This guide allows you to use the ZTF anomaly detection tool presented by Malanchev et al., 2020.
Install current version by
pip install git+https://github.com/snad-space/zwad
Before working with the code, the package should be installed in the development mode:
git clone git@github.com:snad-space/zwad.git
cd zwad
pip install -e .
Light curve feature data for ZTF DR3 fields used in the research are available on Zenodo. You can download it from the website or by:
cd data
zwad-zenodo
# Run one algorithm
zwadp -c iso --oid oid_m31.dat --feature feature_m31.dat > m31_iso.csv
# zwadp uses only one core by default. Number of parallel
# jobs may be increased with the -j option.
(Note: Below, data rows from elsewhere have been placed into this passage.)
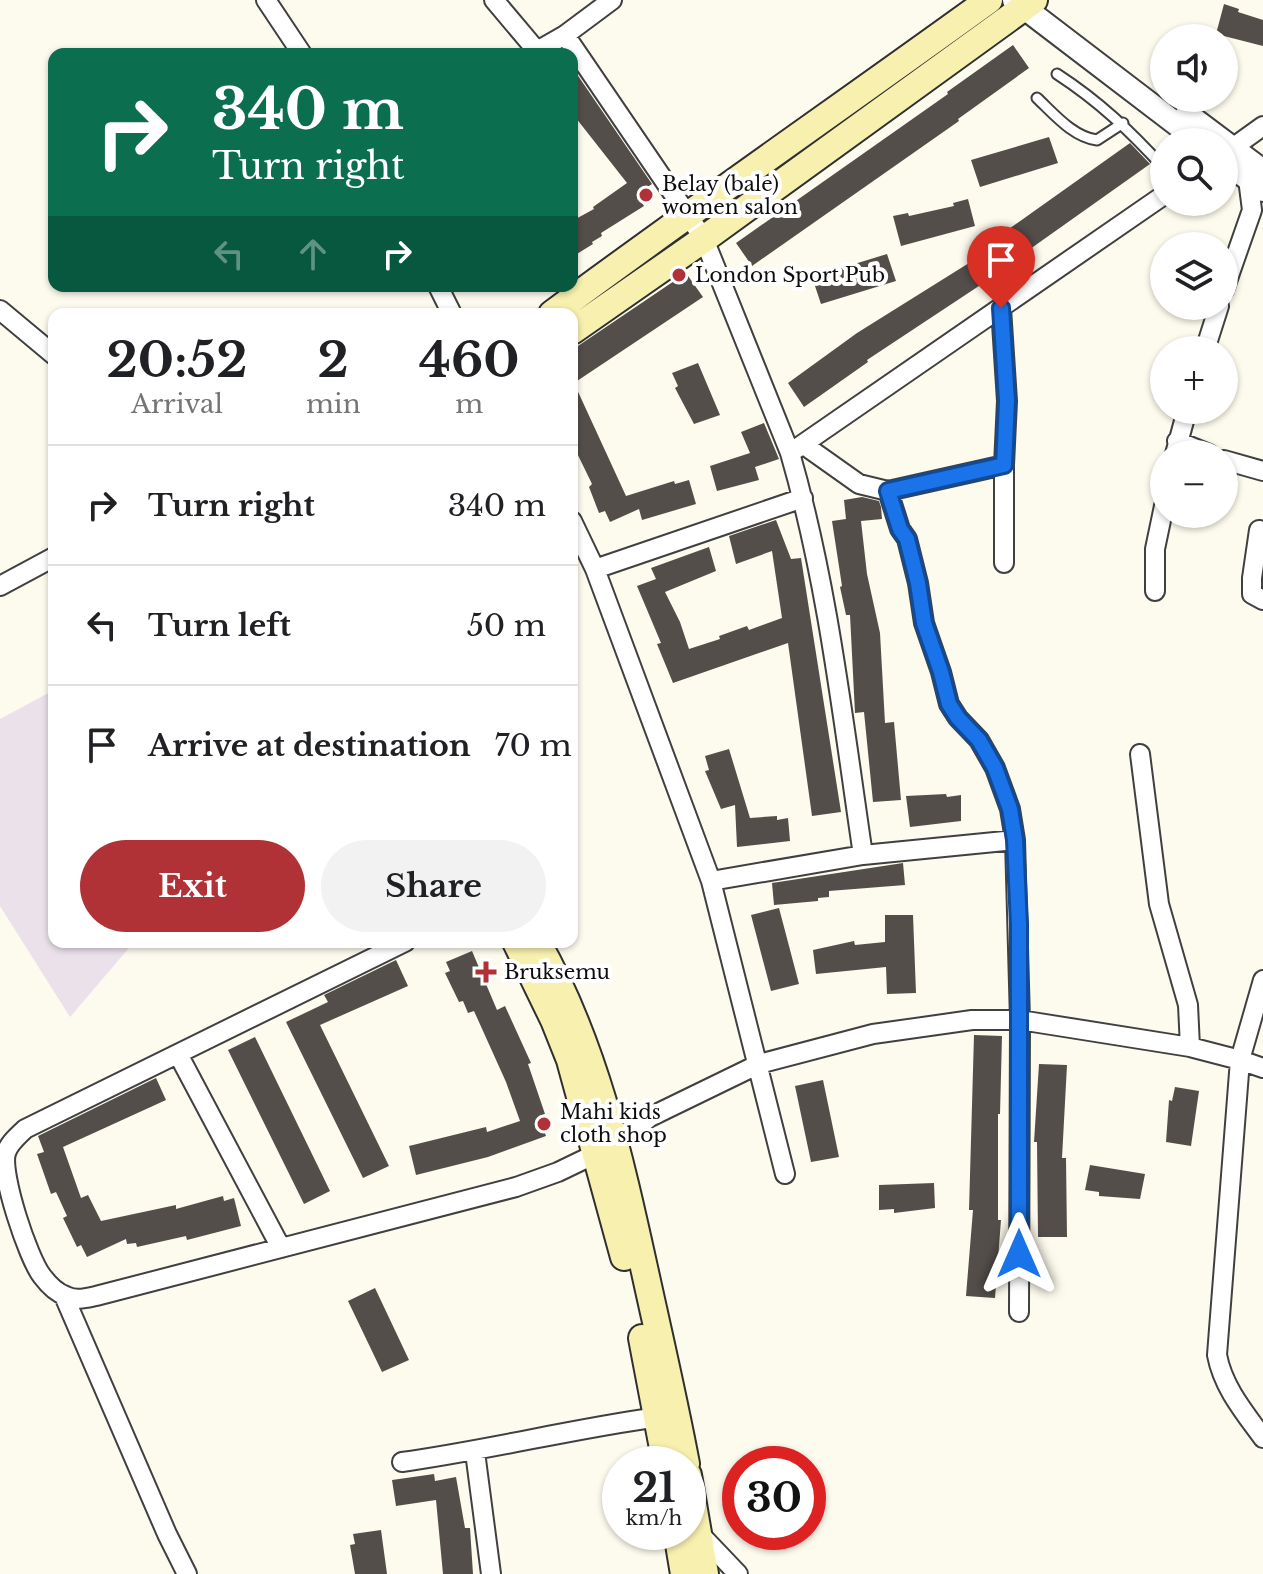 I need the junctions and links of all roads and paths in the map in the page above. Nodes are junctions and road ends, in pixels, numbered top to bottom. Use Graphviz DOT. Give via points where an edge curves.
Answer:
graph roads {
  1 [pos="266,0"];
  2 [pos="494,0"];
  3 [pos="612,0"];
  4 [pos="989,0"];
  5 [pos="1027,2"];
  6 [pos="565,35"];
  7 [pos="298,48"];
  8 [pos="531,48"];
  9 [pos="543,48"];
  10 [pos="574,48"];
  11 [pos="578,54"];
  12 [pos="1057,74"];
  13 [pos="1150,87"];
  14 [pos="1037,98"];
  15 [pos="1181,112"];
  16 [pos="1123,123"];
  17 [pos="1263,126"];
  18 [pos="1183,128"];
  19 [pos="1198,128"];
  20 [pos="1238,146"];
  21 [pos="1150,153"];
  22 [pos="1238,164"];
  23 [pos="1258,180"];
  24 [pos="1150,205"];
  25 [pos="687,214"];
  26 [pos="704,239"];
  27 [pos="1238,250"];
  28 [pos="560,308"];
  29 [pos="1001,308"];
  30 [pos="0,310"];
  31 [pos="0,325"];
  32 [pos="578,327"];
  33 [pos="48,350"];
  34 [pos="48,365"];
  35 [pos="797,449"];
  36 [pos="1238,464"];
  37 [pos="1004,465"];
  38 [pos="1263,471"];
  39 [pos="888,491"];
  40 [pos="803,498"];
  41 [pos="1159,528"];
  42 [pos="1259,530"];
  43 [pos="578,534"];
  44 [pos="48,560"];
  45 [pos="1004,563"];
  46 [pos="595,569"];
  47 [pos="0,586"];
  48 [pos="1155,591"];
  49 [pos="1263,600"];
  50 [pos="1140,754"];
  51 [pos="1015,840"];
  52 [pos="863,855"];
  53 [pos="711,881"];
  54 [pos="393,948"];
  55 [pos="519,948"];
  56 [pos="540,948"];
  57 [pos="1263,980"];
  58 [pos="1020,1020"];
  59 [pos="1190,1047"];
  60 [pos="178,1054"];
  61 [pos="1240,1060"];
  62 [pos="759,1064"];
  63 [pos="1263,1068"];
  64 [pos="606,1149"];
  65 [pos="785,1174"];
  66 [pos="281,1248"];
  67 [pos="64,1296"];
  68 [pos="1019,1312"];
  69 [pos="658,1417"];
  70 [pos="1263,1438"];
  71 [pos="663,1446"];
  72 [pos="683,1446"];
  73 [pos="475,1452"];
  74 [pos="402,1462"];
  75 [pos="706,1547"];
  76 [pos="686,1550"];
  77 [pos="695,1550"];
  78 [pos="187,1574"];
  79 [pos="491,1574"];
  80 [pos="684,1574"];
  81 [pos="705,1574"];
  82 [pos="738,1574"];
  1 -- 7 [label="street"];
  2 -- 8 [label="street"];
  3 -- 6 [label="street"];
  4 -- 25 [label="main road"];
  5 -- 13 [label="street"];
  5 -- 18 [label="street"];
  5 -- 26 [label="main road"];
  6 -- 9 [label="street"];
  6 -- 10 [label="street"];
  11 -- 25 [label="street"];
  12 -- 16 [label="lane"];
  14 -- 16 [label="lane" via="1086,138 1097,140"];
  15 -- 19 [label="street"];
  16 -- 21 [label="lane"];
  17 -- 20 [label="street"];
  22 -- 23 [label="street"];
  23 -- 27 [label="street"];
  24 -- 29 [label="street"];
  25 -- 26 [label="street"];
  25 -- 28 [label="main road"];
  26 -- 32 [label="main road"];
  26 -- 35 [label="street"];
  29 -- 35 [label="street"];
  29 -- 37 [label="street" via="1007,401"];
  30 -- 33 [label="street"];
  31 -- 34 [label="street"];
  35 -- 39 [label="street" via="859,484"];
  35 -- 40 [label="street"];
  36 -- 38 [label="street"];
  37 -- 39 [label="street"];
  37 -- 45 [label="street"];
  39 -- 51 [label="street" via="907,539 924,623 949,704 995,768"];
  40 -- 46 [label="street"];
  40 -- 52 [label="street"];
  41 -- 48 [label="street"];
  42 -- 49 [label="street" via="1252,594"];
  43 -- 46 [label="street"];
  44 -- 47 [label="street"];
  46 -- 53 [label="street"];
  50 -- 59 [label="street" via="1159,904 1188,1005"];
  51 -- 52 [label="street"];
  51 -- 58 [label="street"];
  52 -- 53 [label="street"];
  53 -- 62 [label="street"];
  54 -- 60 [label="street"];
  55 -- 64 [label="main road"];
  56 -- 64 [label="main road" via="587,1050"];
  57 -- 61 [label="street"];
  58 -- 59 [label="street"];
  58 -- 62 [label="street" via="972,1020 873,1034"];
  58 -- 68 [label="street"];
  59 -- 61 [label="street"];
  60 -- 66 [label="street"];
  60 -- 67 [label="street" via="25,1129 5,1154 7,1195 41,1275"];
  61 -- 63 [label="street"];
  61 -- 70 [label="street" via="1217,1355 1231,1394"];
  62 -- 64 [label="street" via="650,1117"];
  62 -- 65 [label="street"];
  64 -- 66 [label="street" via="516,1187"];
  64 -- 69 [label="main road"];
  64 -- 72 [label="main road"];
  66 -- 67 [label="street" via="96,1296"];
  67 -- 78 [label="street"];
  69 -- 71 [label="main road"];
  69 -- 73 [label="street"];
  73 -- 74 [label="street"];
  73 -- 79 [label="street"];
  75 -- 82 [label="street"];
  76 -- 80 [label="main road"];
  77 -- 81 [label="main road"];
}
zwadp -c iso -j 4 --oid oid_m31.dat --feature feature_m31.dat > m31_iso.csv
# Run a few more algorithms
for ALGO in iso lof gmm svm; do
zwadp -c ${ALGO} --oid oid_m31.dat --feature feature_m31.dat > m31_${ALGO}.csv
done
# Combine data-sets:
zwadp -c iso --oid oid_m31.dat --oid fakes/oid_m31_fake.dat --feature feature_m31.dat --feature fakes/feature_m31_fake.dat > m31_iso_fake.csv
# See the help
zwadp -h
Lets use the same data from Zenodo.
cd data
zwad-zenodo
It is better to create temporary directory to run active anomaly detection:
mkdir ../tmp
cd ../tmp
# Run AAD algorithm with M31 dataset
zwaad --random_seed 42 --budget 4 --oid ../data/oid_m31.dat --feature ../data/feature_m31.dat --feature-names ../data/feature_m31.name --anomalies my_anomalies.txt aad
The script output may be as the following:
Check https://ztf.snad.space/dr4/view/695211400088968 for details
Is 695211400088968 anomaly? [y/N]: y
It is waiting for our decision now. Let us decide that 695211400088968
is an anomaly and continue:
Check https://ztf.snad.space/dr4/view/695211400088968 for details
Is 695211400088968 anomaly? [y/N]: y
Check https://ztf.snad.space/dr4/view/695211400053697 for details
Is 695211400053697 anomaly? [y/N]: n
Check https://ztf.snad.space/dr4/view/695211100037499 for details
Is 695211100037499 anomaly? [y/N]: n
Check https://ztf.snad.space/dr4/view/695211200008024 for details
Is 695211200008024 anomaly? [y/N]: y
Now we have examined all four samples within our budget.
# Check found anomalies
cat my_anomalies.txt
695211400088968
695211200008024